What is a Stakeholder?

A stakeholder is an individual or entity that has a vested interest in a company. The vested interest we refer to does not have to be financial in nature.

Stakeholders can be either internal or external, meaning they may or may not work for a company but are somehow impacted by a company’s operations or performance.

Internal stakeholders are often thought of as primary stakeholders who have a direct connection to the company, such as employees, managers, and board members.

External stakeholders may be secondary stakeholders who have indirect connections to the company, such as suppliers, customers, and lenders.

All stakeholders have a “stake” in a company’s success or failure.

 

Examples of internal stakeholders include:

  • Employees
  • Managers
  • Board members

 

Examples of external stakeholders include:

  • Suppliers
  • Customers
  • Lenders
  • Community where a business is located
  • Partners
  • Media
  • Influencers
Types of Stakeholders

Stakeholder groups may influence the decision-making process of a company. Smart  leadership teams will take various stakeholders’ opinions and ideas into account when making business decisions.

What do Stakeholders Value?​

Stakeholders are interested in the long-term success of the company, as well as its day-to-day performance. Employees may be most concerned with job security and earning a livable wage. Customers or supportive stakeholders may be concerned with performance in a given market, product development, and reputation.

Here are some common stakeholder values:

Company stock valuation

A company’s stock valuation is a strong indicator of its success to stakeholders, even if they’re not direct shareholders.

Company growth

A company that’s growing is seen as having long-term prospects. A company that’s staying the same or shrinking is seen as stagnant or in danger of failure which could cause stakeholders such as internal stakeholders to hold concerns about job security.

Increased profitability

Increased profitability quarter over quarter and year over year shows that a company’s core foundations are strong and promising to stakeholders

Strong dividend payouts

If a stakeholder holds any form  of shareholder interest in the company, stakeholders will want dividend payouts to be worth their while. If they do not hold shareholder interest, they are still fixed on strong dividend payouts as dividend payouts can affect their personal wage earnings and future career outlook.

Financial stability

Long-term financial stability is key for most stakeholders. They’re interested in a company not only turning a profit today, but continuing to do so for the long-term.

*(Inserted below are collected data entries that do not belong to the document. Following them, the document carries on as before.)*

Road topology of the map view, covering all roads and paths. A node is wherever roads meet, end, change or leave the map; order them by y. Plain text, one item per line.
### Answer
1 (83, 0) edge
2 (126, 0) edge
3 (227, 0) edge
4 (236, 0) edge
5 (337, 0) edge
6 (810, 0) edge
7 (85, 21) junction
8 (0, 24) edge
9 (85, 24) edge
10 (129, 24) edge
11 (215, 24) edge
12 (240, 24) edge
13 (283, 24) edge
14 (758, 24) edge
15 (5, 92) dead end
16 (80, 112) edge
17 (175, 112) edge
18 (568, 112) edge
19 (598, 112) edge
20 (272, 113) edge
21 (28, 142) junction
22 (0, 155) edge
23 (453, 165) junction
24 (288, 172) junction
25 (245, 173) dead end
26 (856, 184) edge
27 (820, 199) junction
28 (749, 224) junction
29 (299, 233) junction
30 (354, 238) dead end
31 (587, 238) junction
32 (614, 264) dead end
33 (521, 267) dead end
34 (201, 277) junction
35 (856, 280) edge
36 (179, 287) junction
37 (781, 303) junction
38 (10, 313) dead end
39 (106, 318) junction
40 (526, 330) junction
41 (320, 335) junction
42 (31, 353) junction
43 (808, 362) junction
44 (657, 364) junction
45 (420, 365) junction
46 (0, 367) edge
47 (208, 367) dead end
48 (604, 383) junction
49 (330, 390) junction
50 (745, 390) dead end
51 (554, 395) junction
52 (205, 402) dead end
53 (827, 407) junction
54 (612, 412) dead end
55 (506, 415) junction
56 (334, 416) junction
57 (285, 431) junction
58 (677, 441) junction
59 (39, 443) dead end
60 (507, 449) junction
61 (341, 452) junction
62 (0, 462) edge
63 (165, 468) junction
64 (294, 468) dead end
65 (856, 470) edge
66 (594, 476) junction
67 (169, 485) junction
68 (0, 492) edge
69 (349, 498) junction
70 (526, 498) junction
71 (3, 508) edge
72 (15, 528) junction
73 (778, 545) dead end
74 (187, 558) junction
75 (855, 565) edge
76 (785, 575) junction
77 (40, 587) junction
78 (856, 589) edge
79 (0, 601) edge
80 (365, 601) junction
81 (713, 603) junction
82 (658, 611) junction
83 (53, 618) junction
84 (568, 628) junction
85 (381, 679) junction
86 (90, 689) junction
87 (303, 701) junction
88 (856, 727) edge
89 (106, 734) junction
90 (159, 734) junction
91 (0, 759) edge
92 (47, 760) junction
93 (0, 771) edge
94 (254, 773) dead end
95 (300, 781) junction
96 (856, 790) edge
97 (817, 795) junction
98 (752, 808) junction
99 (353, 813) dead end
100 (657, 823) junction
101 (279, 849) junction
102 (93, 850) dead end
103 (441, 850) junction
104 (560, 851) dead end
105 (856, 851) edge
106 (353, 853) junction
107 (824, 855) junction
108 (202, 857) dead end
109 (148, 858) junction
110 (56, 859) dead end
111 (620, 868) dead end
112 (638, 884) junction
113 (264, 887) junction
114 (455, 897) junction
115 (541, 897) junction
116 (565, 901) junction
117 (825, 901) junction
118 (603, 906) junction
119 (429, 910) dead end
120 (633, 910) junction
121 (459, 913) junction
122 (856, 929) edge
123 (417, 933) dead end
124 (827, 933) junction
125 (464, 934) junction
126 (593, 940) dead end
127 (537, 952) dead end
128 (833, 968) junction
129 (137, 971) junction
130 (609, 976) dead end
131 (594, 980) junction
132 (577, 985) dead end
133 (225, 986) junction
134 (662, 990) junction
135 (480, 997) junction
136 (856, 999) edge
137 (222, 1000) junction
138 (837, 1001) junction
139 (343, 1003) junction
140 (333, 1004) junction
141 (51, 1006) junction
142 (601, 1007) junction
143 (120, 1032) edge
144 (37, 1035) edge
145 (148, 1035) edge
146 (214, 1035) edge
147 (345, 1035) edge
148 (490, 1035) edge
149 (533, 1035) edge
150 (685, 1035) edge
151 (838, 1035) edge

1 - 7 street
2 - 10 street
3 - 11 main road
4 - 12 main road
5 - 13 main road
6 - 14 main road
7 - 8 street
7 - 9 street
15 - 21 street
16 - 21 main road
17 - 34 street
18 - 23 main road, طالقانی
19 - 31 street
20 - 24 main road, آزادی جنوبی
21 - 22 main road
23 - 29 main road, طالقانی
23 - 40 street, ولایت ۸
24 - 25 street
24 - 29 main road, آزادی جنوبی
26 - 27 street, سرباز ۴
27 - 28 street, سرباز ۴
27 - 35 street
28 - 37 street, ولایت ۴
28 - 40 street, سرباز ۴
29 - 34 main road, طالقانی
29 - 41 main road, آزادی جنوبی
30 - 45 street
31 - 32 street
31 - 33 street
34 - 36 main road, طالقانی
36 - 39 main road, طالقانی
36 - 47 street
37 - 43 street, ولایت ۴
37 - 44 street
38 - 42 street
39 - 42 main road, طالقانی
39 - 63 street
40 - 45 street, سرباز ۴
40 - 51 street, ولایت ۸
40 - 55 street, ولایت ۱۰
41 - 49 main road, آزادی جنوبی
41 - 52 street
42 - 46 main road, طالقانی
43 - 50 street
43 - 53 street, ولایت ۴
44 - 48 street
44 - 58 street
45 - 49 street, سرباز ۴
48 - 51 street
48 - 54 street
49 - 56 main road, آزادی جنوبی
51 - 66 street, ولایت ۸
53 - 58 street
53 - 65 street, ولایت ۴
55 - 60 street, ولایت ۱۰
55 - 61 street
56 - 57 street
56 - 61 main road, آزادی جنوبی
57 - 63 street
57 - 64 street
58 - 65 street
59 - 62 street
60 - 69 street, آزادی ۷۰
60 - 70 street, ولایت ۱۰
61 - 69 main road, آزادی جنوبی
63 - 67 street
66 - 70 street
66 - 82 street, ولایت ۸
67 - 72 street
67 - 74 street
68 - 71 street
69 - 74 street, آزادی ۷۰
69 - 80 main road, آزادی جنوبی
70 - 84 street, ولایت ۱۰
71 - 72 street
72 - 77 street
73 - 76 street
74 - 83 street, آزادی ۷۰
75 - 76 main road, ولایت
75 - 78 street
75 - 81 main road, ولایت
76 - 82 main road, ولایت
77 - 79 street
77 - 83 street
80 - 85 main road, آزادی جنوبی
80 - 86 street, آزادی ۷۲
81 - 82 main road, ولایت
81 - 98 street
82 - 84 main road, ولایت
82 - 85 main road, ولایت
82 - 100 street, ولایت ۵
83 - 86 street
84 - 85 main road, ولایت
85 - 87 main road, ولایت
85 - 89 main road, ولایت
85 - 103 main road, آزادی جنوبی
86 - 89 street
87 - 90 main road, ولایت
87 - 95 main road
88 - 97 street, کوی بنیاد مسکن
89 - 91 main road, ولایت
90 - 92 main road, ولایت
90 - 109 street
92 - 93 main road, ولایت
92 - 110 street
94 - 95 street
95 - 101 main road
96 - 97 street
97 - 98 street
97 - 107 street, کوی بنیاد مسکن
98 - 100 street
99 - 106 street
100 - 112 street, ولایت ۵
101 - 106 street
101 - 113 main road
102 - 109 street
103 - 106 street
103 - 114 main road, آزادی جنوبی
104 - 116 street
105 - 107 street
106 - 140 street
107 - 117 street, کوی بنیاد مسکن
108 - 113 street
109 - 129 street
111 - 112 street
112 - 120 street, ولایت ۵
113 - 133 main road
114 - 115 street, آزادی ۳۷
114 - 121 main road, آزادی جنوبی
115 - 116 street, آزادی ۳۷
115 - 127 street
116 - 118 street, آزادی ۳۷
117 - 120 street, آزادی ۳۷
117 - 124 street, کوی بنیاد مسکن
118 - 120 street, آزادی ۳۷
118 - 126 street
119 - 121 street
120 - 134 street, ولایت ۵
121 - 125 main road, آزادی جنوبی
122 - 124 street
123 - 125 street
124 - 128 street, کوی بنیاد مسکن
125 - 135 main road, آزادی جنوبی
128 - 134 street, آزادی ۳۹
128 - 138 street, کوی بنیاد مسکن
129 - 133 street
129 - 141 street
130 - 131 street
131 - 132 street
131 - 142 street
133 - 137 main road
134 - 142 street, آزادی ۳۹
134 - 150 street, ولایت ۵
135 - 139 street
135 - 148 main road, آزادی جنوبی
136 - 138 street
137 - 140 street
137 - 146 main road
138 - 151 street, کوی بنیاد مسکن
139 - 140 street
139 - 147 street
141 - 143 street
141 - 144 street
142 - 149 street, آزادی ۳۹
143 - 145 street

CSR (Corporate social responsibility)

Many stakeholders care deeply about an organization’s perceived social impact — they want the business to play a positive role in the world.

Becoming more competitive

Stakeholders often care deeply about seeing a company actively compete against other companies in their space, particularly if those other companies are larger or more innovative.

Recognizing and rewarding those that add value to a company

Internal stakeholders want to feel recognized and rewarded for their contributions to a company’s success. If they’re not, they could feel disconnected from the organization.

Using performance evaluations to solve strategic issues

Problem-solving is important for stakeholders. They want to see that issues are being actively investigated and corrected.

What is a Shareholder?

While a stakeholder is any party that has an interest in the success or failure of a business, a shareholder is a stakeholder who actually owns shares in the company. Shareholders are generally motivated by the potential for financial gain. While both shareholders and stakeholders can influence the direction of a company, shareholders typically have more power because they carry voting power.

What do Shareholders Value?

There are many areas where the interests of stakeholders vs shareholders align. But shareholder priorities may not always be the same as key stakeholders who don’t hold shares.
What do shareholders value

Short-term profit

Because of their active financial interest in a company, shareholders heavily value profits in the near term.

Long-term growth

That said, strategically minded shareholders don’t want to see a company sacrifice long-term growth for a quick profit.

Influence over the governance of the firm

Shareholders want to feel they have some level of control regarding an organization’s directions and decisions as it can affect their own monetary gains. 

Minimize investment risk

Because shareholders have put their own money on the line for a company’s success, they want to feel that the company is a risk averse  investment that’s likely to reward them for their contribution.

Increase stock value

The higher a company’s stock value, the higher the earnings for shareholders.

Recognizing and rewarding those that add value to a company

Like stakeholders, shareholders also want to feel recognized and rewarded for adding value to a company — even if that value may be purely financial.

Using performance evaluations to solve strategic issues

Also like stakeholders, shareholders want to feel that strategic issues are solved in a timely and effective manner so that they don’t become lasting problems that could affect the longterm strategic growth strategy.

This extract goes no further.